Tuesday, March 17, 2020


Since I've been asked (repeatedly) to comment on this topic, I will, but since I am not a public health expert I will keep it short and stick to what I know for certain.

As of this morning there have been 93 cases of individuals with COVID-19; five of them have recovered; 109939 individuals have been tested out of a total population of 145 million. That's 0.00006% of the population infected out of 0.075% tested. Most of those who have become infected with it experienced mild flu-like symptoms, or none at all. Zero patients have died.

The response has been quite thorough, with the goal of preventing an epidemic. Schools and many public venues are closed. Border crossings are closed. Citizens being repatriated from COVID-19 affected countries on charter flights all land at a single high-security airport terminal and are being tested and quarantined. Everyone affected who cannot work is given automatic paid sick leave. That's in Russia.

Overall, what people need to understand is that for most of them getting infected with this particular coronavirus (which is one out of many in circulation) would be a nonevent. This one is present in bats (which don't get sick from it) and was most likely spread to humans through accidental contact with bat guano.

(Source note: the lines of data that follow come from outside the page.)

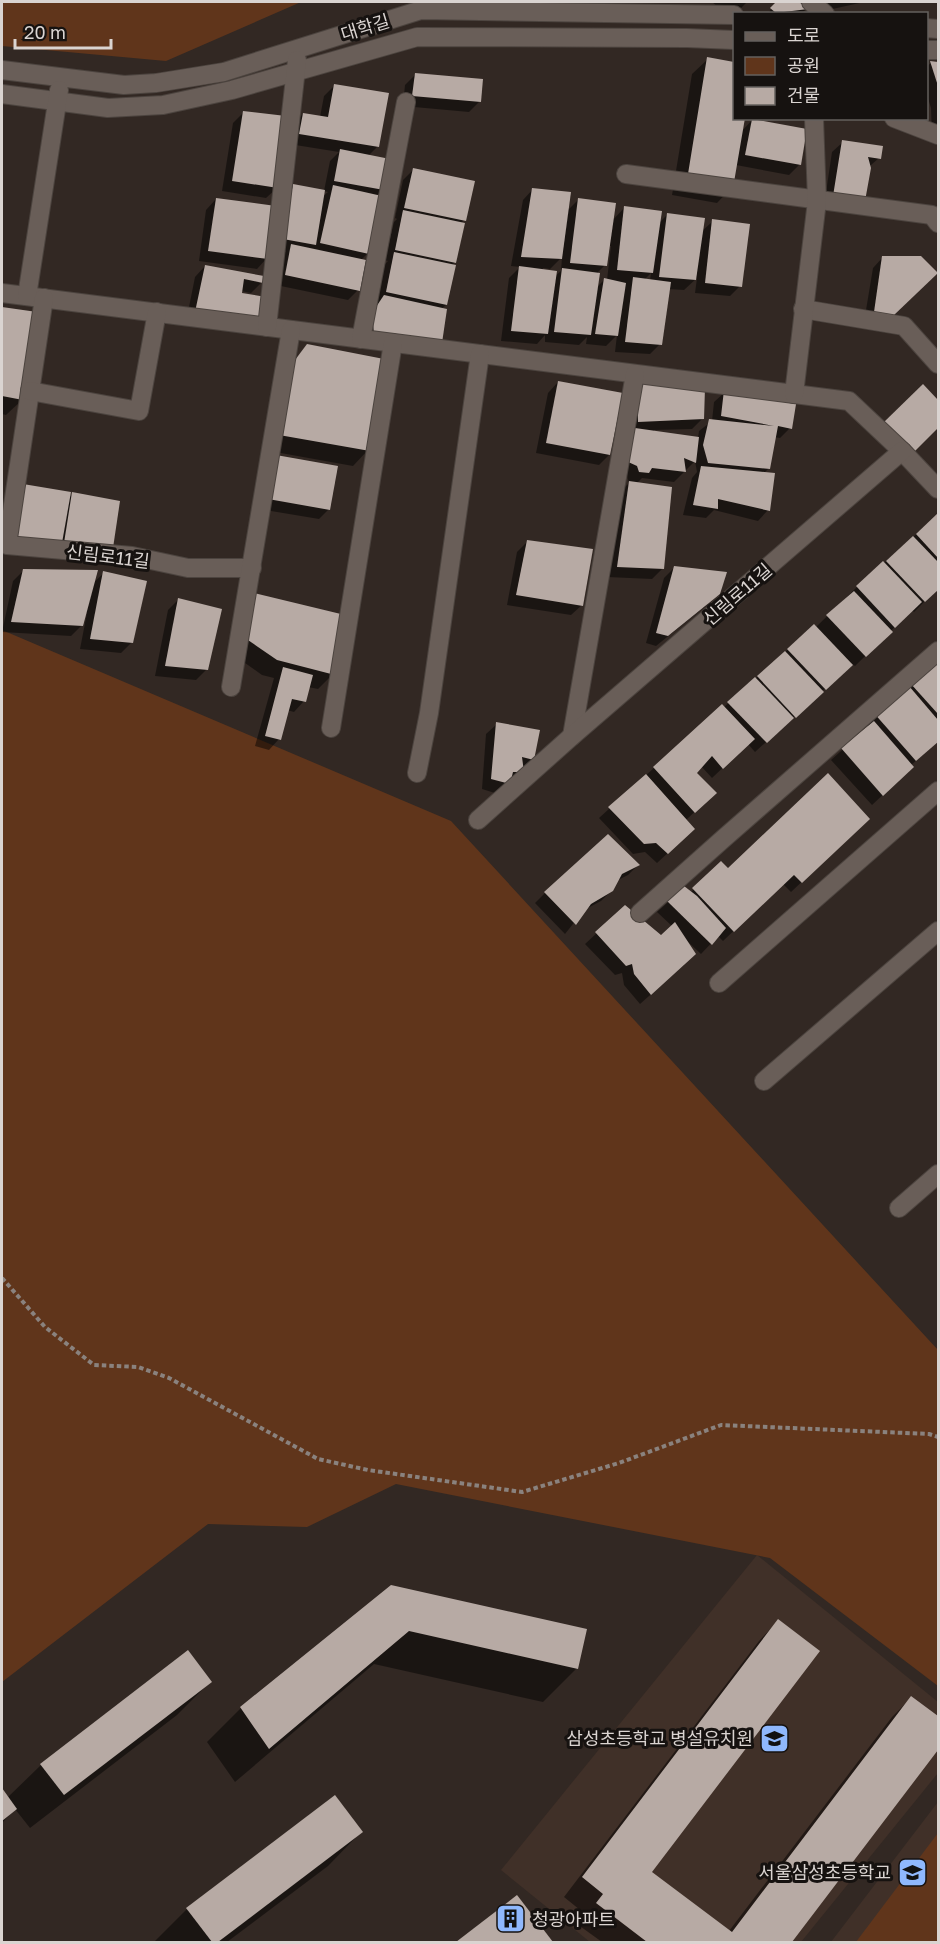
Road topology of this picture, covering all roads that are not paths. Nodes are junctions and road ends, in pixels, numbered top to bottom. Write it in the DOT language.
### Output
graph roads {
  1 [pos="811,2"];
  2 [pos="686,8"];
  3 [pos="823,12"];
  4 [pos="733,16"];
  5 [pos="733,40"];
  6 [pos="298,47"];
  7 [pos="2,70"];
  8 [pos="295,71"];
  9 [pos="61,77"];
  10 [pos="2,93"];
  11 [pos="57,102"];
  12 [pos="406,102"];
  13 [pos="814,120"];
  14 [pos="899,120"];
  15 [pos="939,135"];
  16 [pos="626,174"];
  17 [pos="817,201"];
  18 [pos="939,223"];
  19 [pos="2,293"];
  20 [pos="36,297"];
  21 [pos="803,309"];
  22 [pos="157,312"];
  23 [pos="267,327"];
  24 [pos="291,330"];
  25 [pos="361,339"];
  26 [pos="393,343"];
  27 [pos="480,354"];
  28 [pos="939,364"];
  29 [pos="635,374"];
  30 [pos="30,392"];
  31 [pos="794,394"];
  32 [pos="902,451"];
  33 [pos="939,489"];
  34 [pos="7,501"];
  35 [pos="252,568"];
  36 [pos="939,651"];
  37 [pos="231,687"];
  38 [pos="331,728"];
  39 [pos="572,736"];
  40 [pos="417,773"];
  41 [pos="939,790"];
  42 [pos="478,820"];
  43 [pos="640,913"];
  44 [pos="939,931"];
  45 [pos="718,983"];
  46 [pos="764,1081"];
  47 [pos="939,1174"];
  48 [pos="899,1208"];
  1 -- 3 [label="street"];
  2 -- 4 [label="street, 대학길"];
  2 -- 6 [label="street, 대학길"];
  5 -- 8 [label="street"];
  6 -- 8 [label="street"];
  6 -- 9 [label="street, 대학길"];
  7 -- 9 [label="street, 대학길"];
  8 -- 11 [label="street"];
  8 -- 23 [label="street"];
  9 -- 11 [label="street, 신림로11길"];
  10 -- 11 [label="street"];
  11 -- 20 [label="street, 신림로11길"];
  12 -- 25 [label="street"];
  13 -- 17 [label="street"];
  14 -- 15 [label="street"];
  16 -- 17 [label="street"];
  17 -- 18 [label="street"];
  17 -- 21 [label="street"];
  19 -- 20 [label="street"];
  20 -- 22 [label="street"];
  20 -- 30 [label="street, 신림로11길"];
  21 -- 28 [label="street"];
  21 -- 31 [label="street"];
  22 -- 23 [label="street"];
  22 -- 30 [label="street"];
  23 -- 24 [label="street"];
  24 -- 25 [label="street"];
  24 -- 35 [label="street"];
  25 -- 26 [label="street"];
  26 -- 27 [label="street"];
  26 -- 38 [label="street"];
  27 -- 29 [label="street"];
  27 -- 40 [label="street"];
  29 -- 31 [label="street"];
  29 -- 39 [label="street"];
  30 -- 34 [label="street, 신림로11길"];
  31 -- 32 [label="street"];
  32 -- 33 [label="street"];
  32 -- 39 [label="street, 신림로11길"];
  34 -- 35 [label="street, 신림로11길"];
  35 -- 37 [label="street"];
  36 -- 43 [label="street"];
  39 -- 42 [label="street, 신림로11길"];
  41 -- 45 [label="street"];
  44 -- 46 [label="street"];
  47 -- 48 [label="street"];
}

Based on the experience in China, which has by now largely conquered this epidemic, some people—especially the elderly, the chronically ill and those who smoke—may develop shortness of breath, in which case putting them on oxygen can help. Out of these, some develop complications such as respiratory failure and sepsis and die within hours (without treatment) or days (with treatment). In them the virus impairs the immune response within the lungs, which then become infected with bacteria and/or fungi that are normally present elsewhere within their bodies or within their environment. Placing such patients in intensive care is a desperate measure that doesn't necessarily save them.

Of course, if you happen to live in a country that was about to collapse anyway, this coronavirus could very easily do it in, but so could any other cough or sneeze. The first stage of collapse, out of a total of five stages, is called...


Oh, and in case you are wondering, running out and stocking up on toilet paper in response to a coronavirus threat is a symptom of an entirely different disease which can very well turn out to be fatal. Most curiously, it seems to affect the cerebral cortex via the rectum.